━━━ Data excerpts ━━━

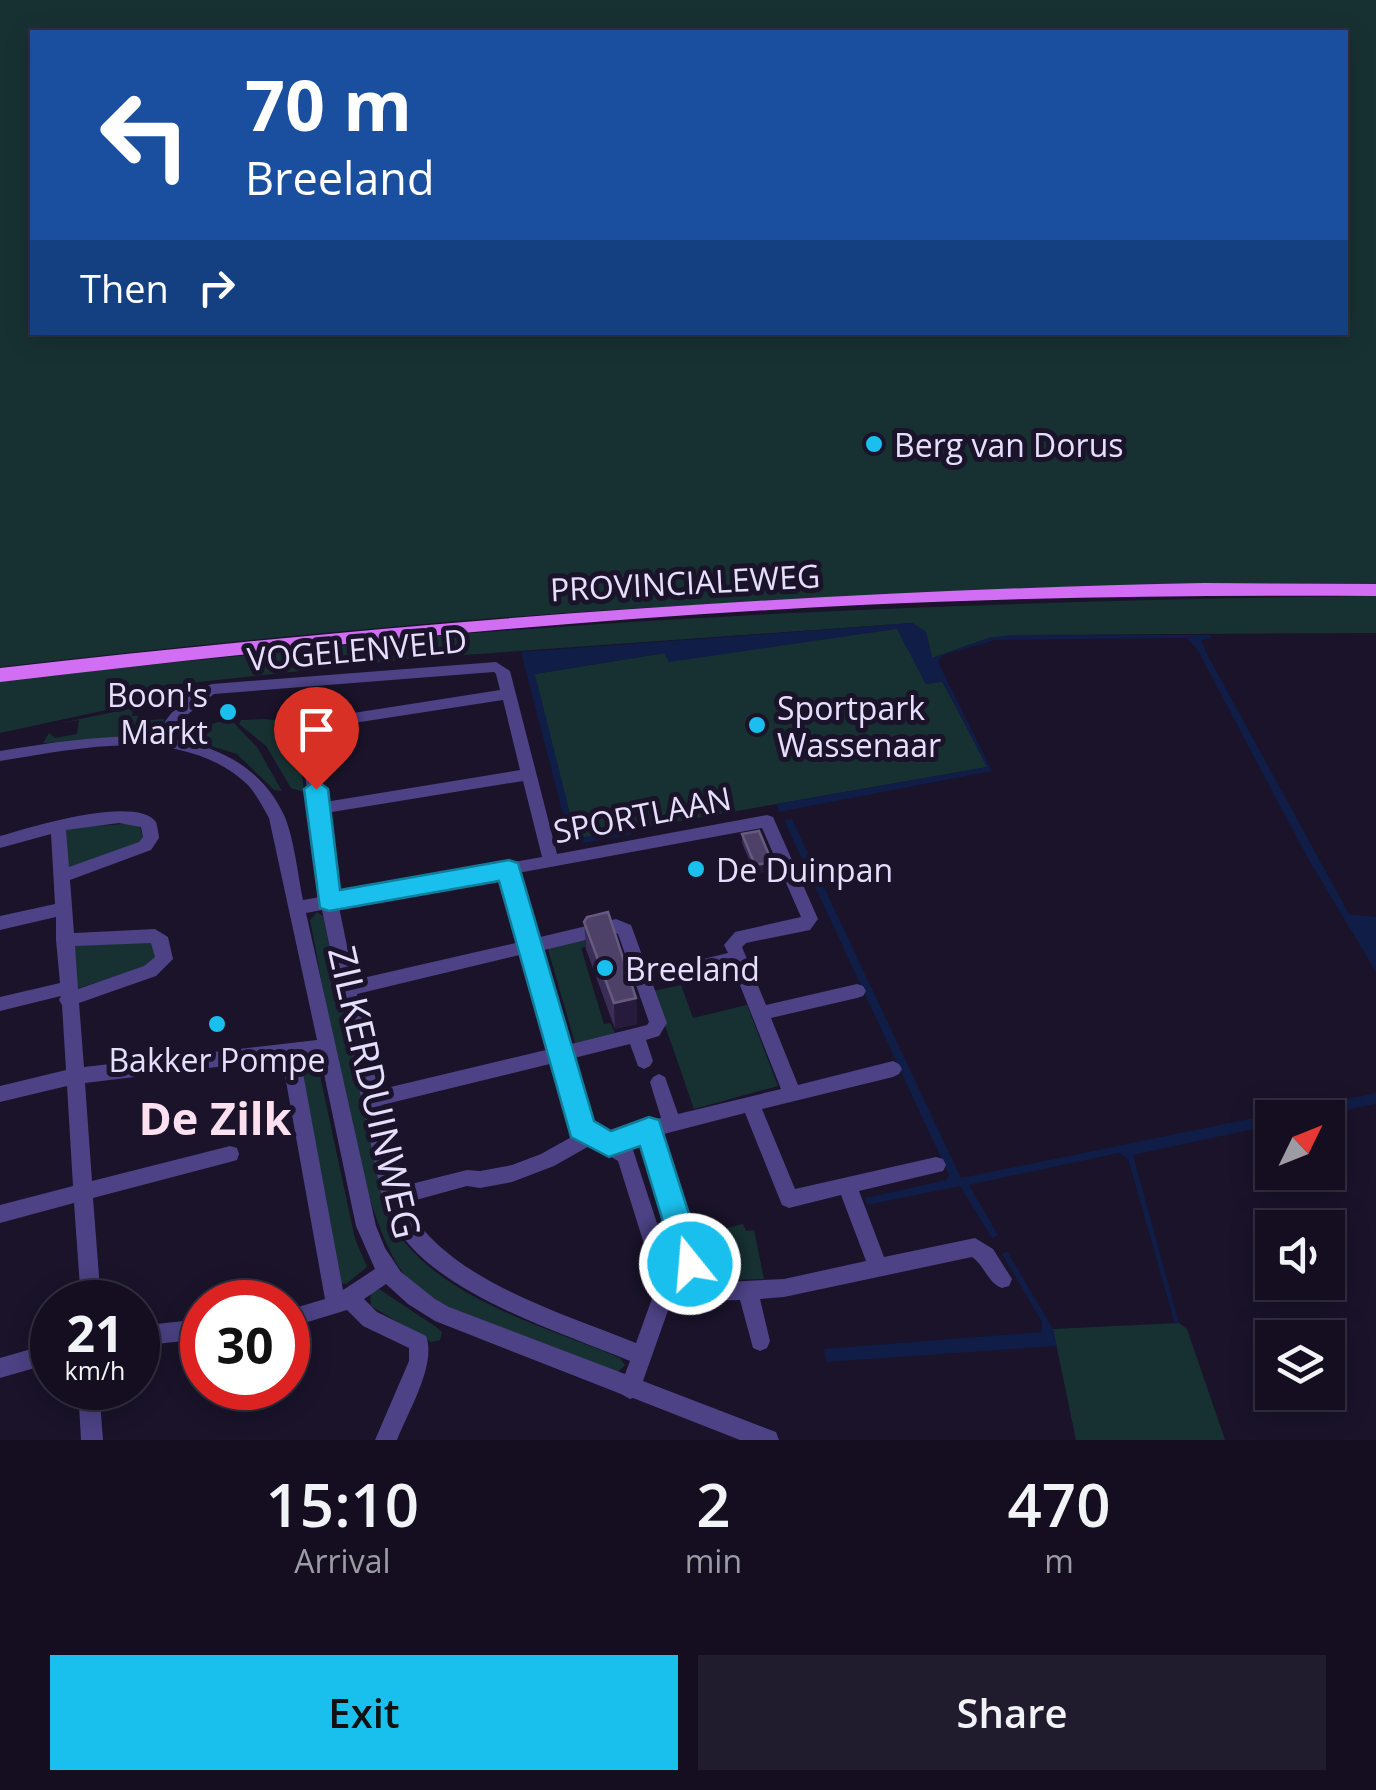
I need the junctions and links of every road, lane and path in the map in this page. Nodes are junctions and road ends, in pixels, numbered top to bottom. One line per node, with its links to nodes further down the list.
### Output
1 (1376, 590): 2 (main road, PROVINCIALEWEG)
2 (0, 675)
3 (507, 694): 4 (street, VOGELENVELD); 6 (street); 7 (street, ZILKERDUINWEG)
4 (162, 742): 5 (street, ZILKERDUINWEG); 15 (street, ZILKERDUINWEG)
5 (0, 756)
6 (529, 774): 7 (street); 10 (street)
7 (318, 809): 13 (street, ZILKERDUINWEG)
8 (58, 826): 9 (street); 12 (street); 12 (street)
9 (0, 842)
10 (552, 862): 11 (street, SPORTLAAN); 21 (street, SPORTLAAN)
11 (509, 870): 13 (street, SPORTLAAN); 20 (street)
12 (60, 878): 16 (street)
13 (329, 902): 15 (street, SPORTLAAN); 23 (street, ZILKERDUINWEG)
14 (595, 907): 18 (street)
15 (297, 908): 29 (street, ZILKERDUINWEG)
16 (62, 909): 17 (street); 19 (street)
17 (0, 923)
18 (602, 929): 20 (street); 28 (street)
19 (64, 940): 25 (street); 25 (street)
20 (530, 945): 23 (street); 31 (street)
21 (738, 957): 22 (street); 27 (street)
22 (697, 966)
23 (348, 989): 38 (street, ZILKERDUINWEG)
24 (857, 990): 27 (street)
25 (67, 994): 26 (street); 34 (street)
26 (0, 1004)
27 (760, 1013): 36 (street)
28 (636, 1035): 31 (street); 32 (street)
29 (325, 1047): 30 (street); 51 (street, ZILKERDUINWEG)
30 (290, 1052): 34 (street); 57 (street)
31 (560, 1052): 38 (street); 42 (street)
32 (644, 1061)
33 (893, 1070): 36 (street)
34 (75, 1076): 37 (street); 47 (street)
35 (659, 1082): 40 (street)
36 (792, 1093): 39 (street)
37 (0, 1094)
38 (371, 1100): 48 (street, ZILKERDUINWEG)
39 (751, 1104): 40 (street); 46 (street)
40 (672, 1123): 41 (street)
41 (649, 1129): 43 (street); 55 (street)
42 (588, 1136): 43 (street); 48 (street)
43 (609, 1145): 56 (street)
44 (230, 1154): 47 (street)
45 (936, 1164): 46 (street)
46 (848, 1187): 50 (street)
47 (82, 1193): 49 (street); 53 (street)
48 (392, 1198): 60 (street, ZILKERDUINWEG)
49 (0, 1214)
50 (878, 1268): 52 (street); 54 (street)
51 (386, 1273): 57 (street); 63 (street, ZILKERDUINWEG)
52 (1002, 1278)
53 (89, 1280)
54 (748, 1290): 55 (street); 59 (street)
55 (698, 1293): 56 (street)
56 (664, 1294): 60 (street)
57 (342, 1302): 58 (street); 66 (street)
58 (310, 1311)
59 (760, 1341)
60 (643, 1356): 63 (street)
61 (30, 1359): 62 (street)
62 (0, 1368)
63 (630, 1389): 67 (street, ZILKERDUINWEG)
64 (90, 1410): 65 (street)
65 (92, 1440)
66 (386, 1440)
67 (768, 1440)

━━━

Work instruction ▸
What lines in the material include the string "road"? Pull each one out.

Solved problem ▸
I need the junctions and links of every road, lane and path in the map in this page. Nodes are junctions and road ends, in pixels, numbered top to bottom. One line per node, with its links to nodes further down the list.
1 (1376, 590): 2 (main road, PROVINCIALEWEG)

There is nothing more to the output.